Дженис протянула ему несколько эскудо, поблагодарила за доброту и отправилась в путь.

— А ваша подруга? — крикнул он ей вслед.

— Все в порядке, — ответила Дженис, ясно теперь понимая, как ее «подруга» будет называть ее, когда она вернется. Она запомнила выражение ужаса в глазах этой пожилой женщины при упоминании имени Карвалью. Она и сейчас наблюдала за Дженис из боковой двери дома.

С трудом шагая по неровным камням дороги, Дженис была так зла, как никогда еще прежде. Значит, Леона только делала вид, что они находятся далеко от дома и должны зайти поесть. Конечно, ее сбило с ног это крепкое вино, возможно, она добавила в него наркотик, потом еще более крепкое бренди. Леона оставила ее там на целую ночь. Возможно, именно поэтому женщина в таверне так испугалась, когда услышала имя Карвалью. Вне всякого сомнения, Леона дала ей взятку, чтобы та не говорила, где расположена эта таверна.

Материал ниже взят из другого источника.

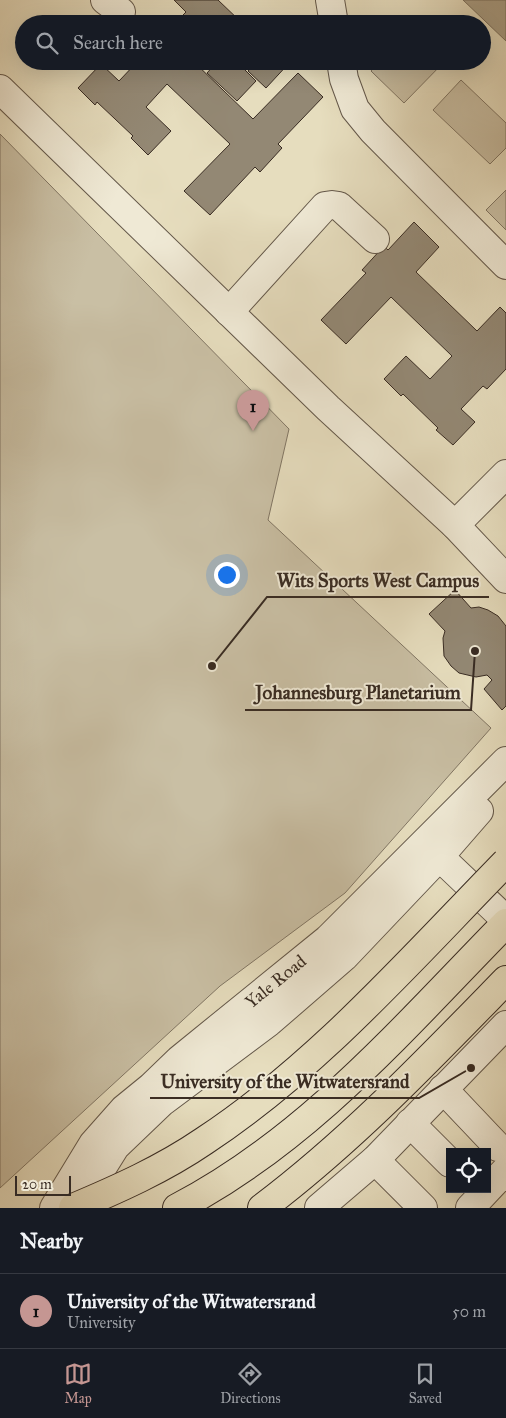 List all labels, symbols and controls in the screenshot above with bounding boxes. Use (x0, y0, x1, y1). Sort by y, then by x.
search box (15, 15, 491, 70)
icon: search (33, 29, 61, 57)
text: Search here (73, 31, 163, 54)
pin: 1 (237, 390, 269, 431)
your location (214, 562, 240, 588)
callout: Wits Sports West Campus (267, 563, 489, 597)
text: Wits Sports West Campus (277, 569, 479, 593)
callout: Johannesburg Planetarium (245, 676, 471, 710)
text: Johannesburg Planetarium (252, 681, 461, 705)
street label: Yale Road (241, 950, 311, 1013)
callout: University of the Witwatersrand (150, 1064, 419, 1098)
text: University of the Witwatersrand (161, 1070, 410, 1094)
map controls (446, 1148, 491, 1193)
button: locate (446, 1148, 491, 1193)
scale bar (15, 1173, 71, 1196)
text: 20 m (22, 1176, 52, 1193)
text: Nearby (20, 1228, 83, 1254)
text: University of the Witwatersrand (67, 1290, 316, 1313)
text: 1 (33, 1302, 39, 1321)
text: 50 m (452, 1302, 486, 1321)
text: University (67, 1313, 136, 1332)
tab: Map (64, 1360, 92, 1407)
tab: Directions (220, 1360, 281, 1407)
tab: Saved (409, 1360, 442, 1407)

Но какую легенду она рассказала, вернувшись домой одна? Могло так случиться, что никто там так и не заметил, что гостья пропала? Вполне вероятно, что члены этого многочисленного семейства и их друзья приходят и уходят и никто этого не замечает.

Дорога была выложена неровными камнями, как ее и предупреждали, и, пройдя милю, Дженис присела отдохнуть. Этим утром солнце прикрыли облака, и так как у нее не было часов, судя лишь по тому, что воздух был прохладным, она решила, что пока еще довольно рано.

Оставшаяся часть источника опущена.